ユーリ、ラナと一緒に火の番をする
「起きて。交代の時間だよ」
レイクに揺り起こされる。
「もう時間?」
眠い目をこすりながら上半身を起こすユーリ。
「俺もう眠い。見張り頼んだよ」
レイクは言って、いまのいままでユーリが寝ていた場所に横になった。ほんとうに眠かったらしく、すぐに寝息を立てはじめた。
「少し離れたところではルリカに起こされ、ラナも体を起こしていた。
ラナと二人で火を囲む。
こうして二人きりになるのは、昨夜キスをしたとき以来だ。二人きりだということを認識すると、途端にラナを意識しはじめた。
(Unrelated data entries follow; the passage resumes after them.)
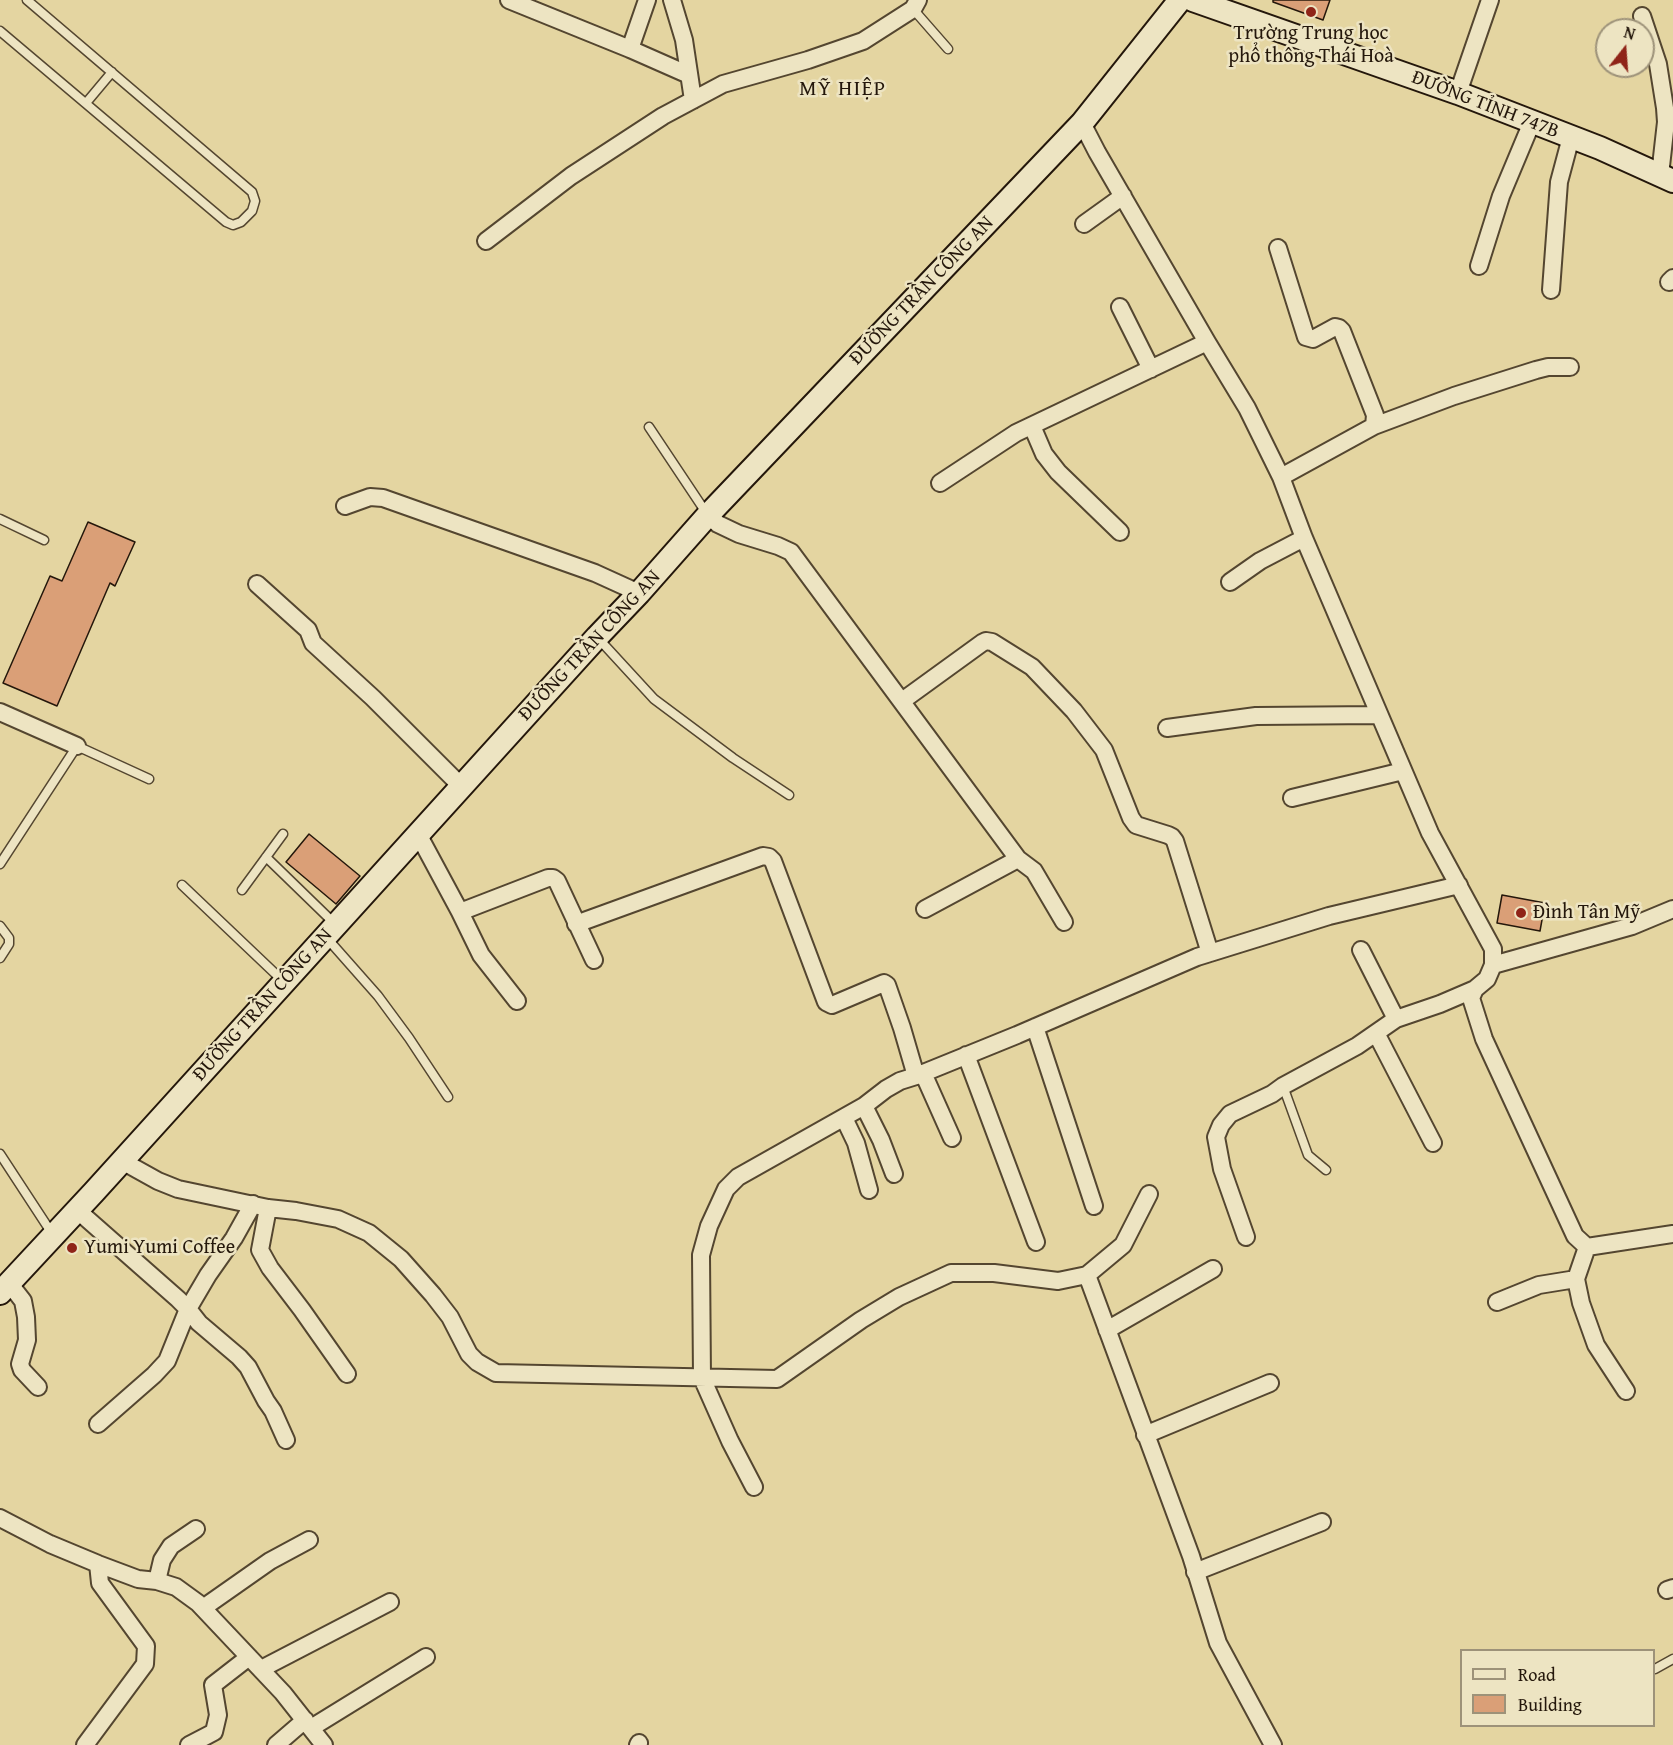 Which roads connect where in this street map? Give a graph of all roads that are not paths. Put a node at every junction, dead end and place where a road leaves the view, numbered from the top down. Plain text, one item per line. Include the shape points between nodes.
1 (27, 0) edge
2 (508, 0) edge
3 (647, 0) edge
4 (672, 0) edge
5 (1180, 0) edge
6 (1193, 0) edge
7 (1490, 0) edge
8 (916, 4) edge
9 (1642, 16) dead end
10 (0, 31) edge
11 (630, 49) junction
12 (948, 50) dead end
13 (112, 72) junction
14 (689, 75) junction
15 (1458, 93) junction
16 (693, 100) junction
17 (86, 103) junction
18 (1532, 122) junction
19 (1082, 123) junction
20 (1571, 137) junction
21 (1666, 178) edge
22 (1123, 196) junction
23 (1084, 224) dead end
24 (486, 241) dead end
25 (1278, 248) dead end
26 (1479, 266) dead end
27 (1551, 290) dead end
28 (1120, 307) dead end
29 (1207, 342) junction
30 (1570, 368) dead end
31 (1151, 369) junction
32 (1032, 426) junction
33 (1374, 426) junction
34 (649, 427) dead end
35 (1281, 477) junction
36 (939, 483) dead end
37 (345, 506) dead end
38 (708, 515) junction
39 (0, 519) edge
40 (1120, 532) dead end
41 (1304, 538) junction
42 (44, 540) dead end
43 (1230, 582) dead end
44 (256, 584) dead end
45 (639, 593) junction
46 (597, 637) junction
47 (902, 701) junction
48 (0, 712) edge
49 (1379, 715) junction
50 (1167, 728) dead end
51 (77, 746) junction
52 (1403, 771) junction
53 (149, 779) dead end
54 (461, 786) junction
55 (789, 795) dead end
56 (1292, 798) dead end
57 (283, 834) dead end
58 (418, 834) junction
59 (266, 857) junction
60 (1018, 859) junction
61 (0, 864) edge
62 (182, 885) dead end
63 (1459, 885) junction
64 (242, 891) dead end
65 (925, 909) dead end
66 (1673, 909) edge
67 (460, 912) junction
68 (1064, 922) dead end
69 (576, 924) junction
70 (0, 926) edge
71 (330, 930) junction
72 (1361, 950) dead end
73 (1210, 953) junction
74 (0, 958) edge
75 (594, 960) dead end
76 (1493, 965) junction
77 (284, 981) junction
78 (1475, 989) junction
79 (518, 1001) dead end
80 (1396, 1019) junction
81 (1035, 1027) junction
82 (1376, 1033) junction
83 (966, 1055) junction
84 (919, 1075) junction
85 (1283, 1086) junction
86 (448, 1097) dead end
87 (864, 1106) junction
88 (844, 1118) junction
89 (952, 1138) dead end
90 (1433, 1143) dead end
91 (0, 1154) edge
92 (122, 1161) junction
93 (1326, 1170) dead end
94 (894, 1174) dead end
95 (869, 1190) dead end
96 (1149, 1194) dead end
97 (261, 1206) junction
98 (1094, 1206) dead end
99 (77, 1210) junction
100 (1673, 1234) edge
101 (53, 1236) junction
102 (1246, 1237) dead end
103 (1036, 1242) dead end
104 (1587, 1247) junction
105 (1213, 1269) dead end
106 (1087, 1275) junction
107 (1576, 1279) junction
108 (5, 1288) edge
109 (1497, 1302) dead end
110 (188, 1309) junction
111 (1107, 1330) junction
112 (347, 1374) dead end
113 (702, 1377) junction
114 (1270, 1383) dead end
115 (38, 1387) dead end
116 (1626, 1391) dead end
117 (98, 1424) dead end
118 (1146, 1435) junction
119 (286, 1440) dead end
120 (754, 1487) dead end
121 (0, 1518) edge
122 (1322, 1522) dead end
123 (196, 1529) dead end
124 (309, 1540) dead end
125 (98, 1564) junction
126 (1196, 1572) junction
127 (157, 1581) junction
128 (390, 1602) dead end
129 (203, 1608) junction
130 (426, 1657) dead end
131 (1673, 1659) edge
132 (255, 1663) junction
133 (1655, 1669) edge
134 (308, 1724) junction
135 (85, 1745) edge
136 (189, 1745) edge
137 (276, 1745) edge
138 (324, 1745) edge
139 (1273, 1745) edge

1 - 13 lane
2 - 11 street
3 - 11 street
4 - 14 street
5 - 19 main road, ĐƯỜNG TRẦN CÔNG AN
6 - 15 main road, ĐƯỜNG TỈNH 747B
7 - 15 street
8 - 12 lane
8 - 16 street via 863,41 723,84
9 - 21 street via 1658,64 1665,108
10 - 17 lane
11 - 14 street
13 - 17 lane
13 - 17 lane via 252,192 252,211 241,222 226,222
14 - 16 street
15 - 18 main road, ĐƯỜNG TỈNH 747B
16 - 24 street via 571,176
18 - 20 main road, ĐƯỜNG TỈNH 747B
18 - 26 street via 1501,196
19 - 22 street
19 - 38 main road, ĐƯỜNG TRẦN CÔNG AN
20 - 21 main road, ĐƯỜNG TỈNH 747B
20 - 27 street via 1558,182
22 - 23 street
22 - 29 street
25 - 33 street via 1306,336 1313,339 1340,327 1375,415
28 - 31 street
29 - 31 street
29 - 35 street via 1247,408
30 - 33 street via 1536,370
31 - 32 street
32 - 36 street
32 - 40 street via 1044,454 1058,472
33 - 35 street
34 - 38 lane
35 - 41 street
37 - 45 street via 370,497 383,498 595,573
38 - 45 main road, ĐƯỜNG TRẦN CÔNG AN
38 - 47 street via 739,534 791,552
39 - 42 lane
41 - 43 street
41 - 49 street
44 - 54 street via 308,630 313,643
45 - 46 main road, ĐƯỜNG TRẦN CÔNG AN
46 - 54 main road, ĐƯỜNG TRẦN CÔNG AN
46 - 55 lane via 654,699
47 - 60 street
47 - 73 street via 986,641 1032,667 1104,750 1136,825 1172,837
48 - 51 street
49 - 50 street via 1256,716
49 - 52 street
51 - 53 lane
51 - 61 lane
52 - 56 street
52 - 63 street
54 - 58 main road, ĐƯỜNG TRẦN CÔNG AN
57 - 59 lane
58 - 67 street
58 - 71 main road, ĐƯỜNG TRẦN CÔNG AN
59 - 64 lane
59 - 71 lane
60 - 65 street
60 - 68 street via 1034,871
62 - 77 lane
63 - 73 street via 1329,916
63 - 76 street via 1493,950
66 - 76 street via 1632,926
67 - 69 street via 553,878
67 - 79 street via 482,955
69 - 75 street
69 - 84 street via 769,857 826,1002 832,1005 884,983
70 - 74 lane via 9,938
71 - 77 main road, ĐƯỜNG TRẦN CÔNG AN
71 - 86 lane
72 - 80 street
73 - 81 street
76 - 78 street via 1487,979
77 - 92 main road, ĐƯỜNG TRẦN CÔNG AN
78 - 80 street
78 - 104 street via 1471,998 1484,1039 1575,1236
80 - 82 street
81 - 83 street
81 - 98 street
82 - 85 street
82 - 90 street
83 - 84 street
83 - 103 street
84 - 87 street via 900,1081
84 - 89 street
85 - 93 lane via 1308,1155
85 - 102 street via 1230,1114 1216,1137 1222,1169
87 - 88 street
87 - 94 street
88 - 95 street via 856,1143
88 - 113 street via 738,1177 726,1189 701,1255
91 - 101 lane
92 - 97 street via 178,1189
92 - 99 main road, ĐƯỜNG TRẦN CÔNG AN
96 - 106 street via 1123,1245
97 - 110 street via 207,1275
97 - 112 street via 260,1250
97 - 113 street via 338,1219 369,1233 401,1259 433,1294 469,1354 496,1373
99 - 101 main road, ĐƯỜNG TRẦN CÔNG AN
99 - 110 street
100 - 104 street
101 - 108 main road, ĐƯỜNG TRẦN CÔNG AN
104 - 107 street
105 - 111 street
106 - 111 street
106 - 113 street via 1058,1281 994,1273 951,1273 861,1320 777,1379
107 - 109 street via 1539,1285
107 - 116 street via 1596,1345
108 - 115 street via 23,1301 27,1340 20,1364
110 - 117 street via 167,1361
110 - 119 street via 248,1367
111 - 118 street
113 - 120 street
114 - 118 street
118 - 126 street
121 - 125 street
122 - 126 street
123 - 127 street via 171,1546 162,1560
124 - 129 street
125 - 127 street via 138,1580
125 - 135 street via 99,1583 146,1646 145,1664
126 - 139 street via 1218,1644
127 - 129 street via 176,1587
128 - 132 street
129 - 132 street
130 - 134 street
131 - 133 lane
132 - 134 street
132 - 136 street via 213,1686 218,1715 214,1732
134 - 137 street
134 - 138 street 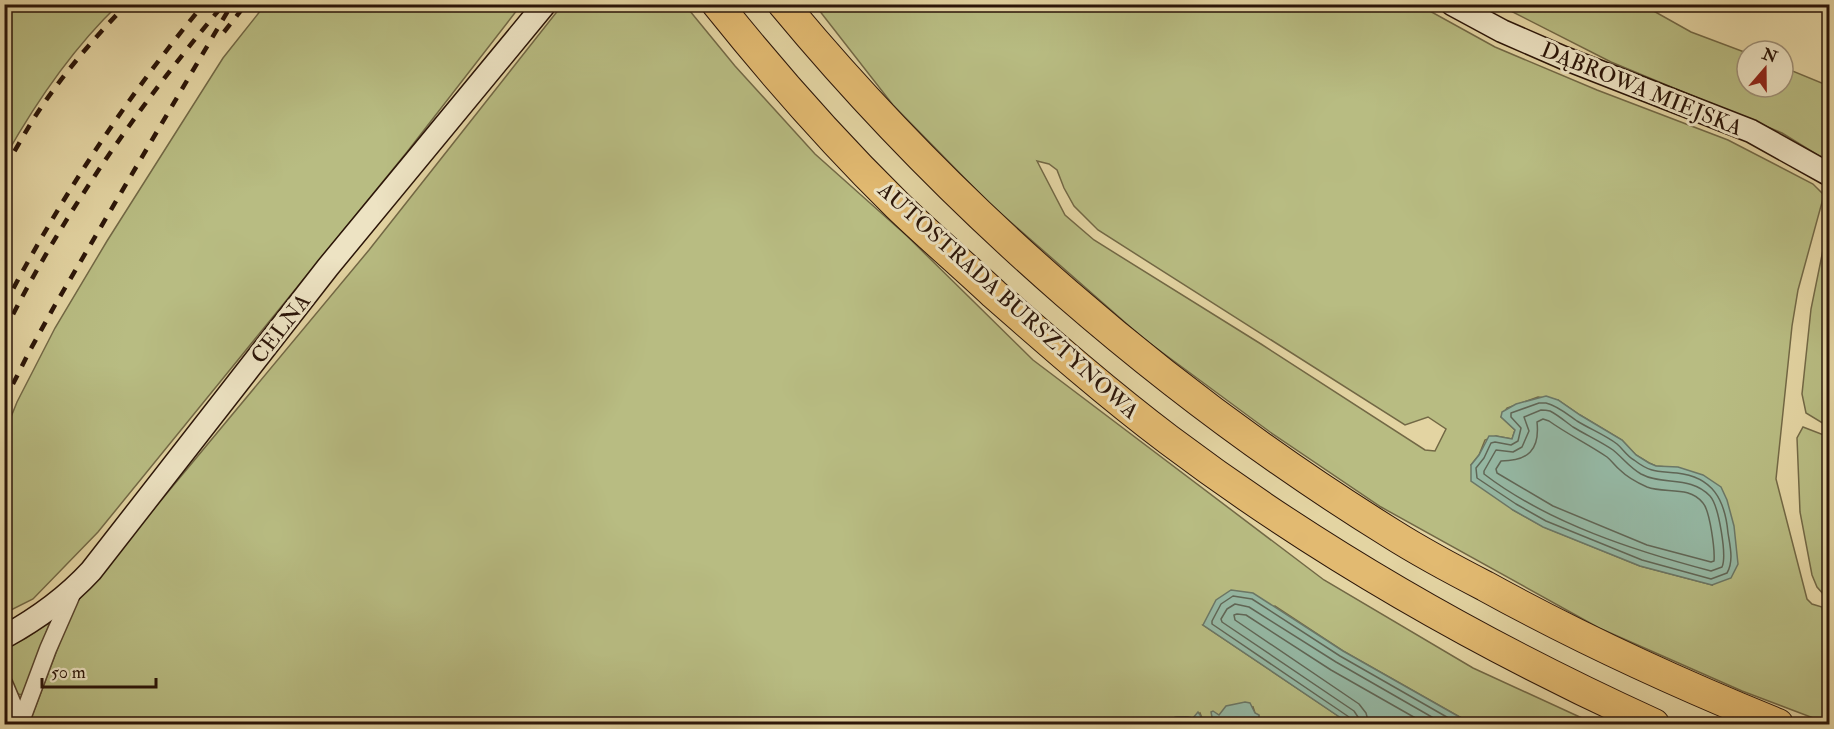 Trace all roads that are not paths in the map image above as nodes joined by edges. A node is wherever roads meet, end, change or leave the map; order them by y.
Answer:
1 (545, 4) edge
2 (717, 4) edge
3 (783, 4) edge
4 (1452, 4) edge
5 (1830, 176) edge
6 (73, 591) junction
7 (4, 638) edge
8 (4, 683) edge
9 (14, 724) edge
10 (20, 724) edge
11 (1654, 724) edge
12 (1778, 724) edge

1 - 6 street, CELNA
2 - 11 highway, AUTOSTRADA BURSZTYNOWA
3 - 12 highway, AUTOSTRADA BURSZTYNOWA
4 - 5 street, DĄBROWA MIEJSKA
6 - 7 street, CELNA
6 - 10 street
8 - 9 street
正確には、二人きり、ではなく二人の間にラナをユーリから守るかのようにキャットが挟まっている、
胸がどきどきして息が詰まる。その状況にたえられなくなって「ラナ」と名前を呼んだ。
「なに?」
ラナがこちらを向く。
「ね、眠くない?」
「そりゃあ、眠いわよ」
「寝ないようにがんばろう」
「そうね」
会話が途切れた。何言ってるんだよ僕。自分で自分をせめるユーリ。気持ちを紛れさせようと空をあおぐ。
「うわあ」
感嘆の声がもれた。空には満点の星空が広がっていた。
「きれいだな」
「ほんとうね。こんなにきれいな夜空をみるのはひさしぶりだわ」
ラナも目を輝かせながら、空を見上げた。
絶好の口説きの機会だが、「満点の星空よりも君の瞳のほうがきれいだよ」などといえるはずもなく、ユーリはただラナの横顔にみとれた。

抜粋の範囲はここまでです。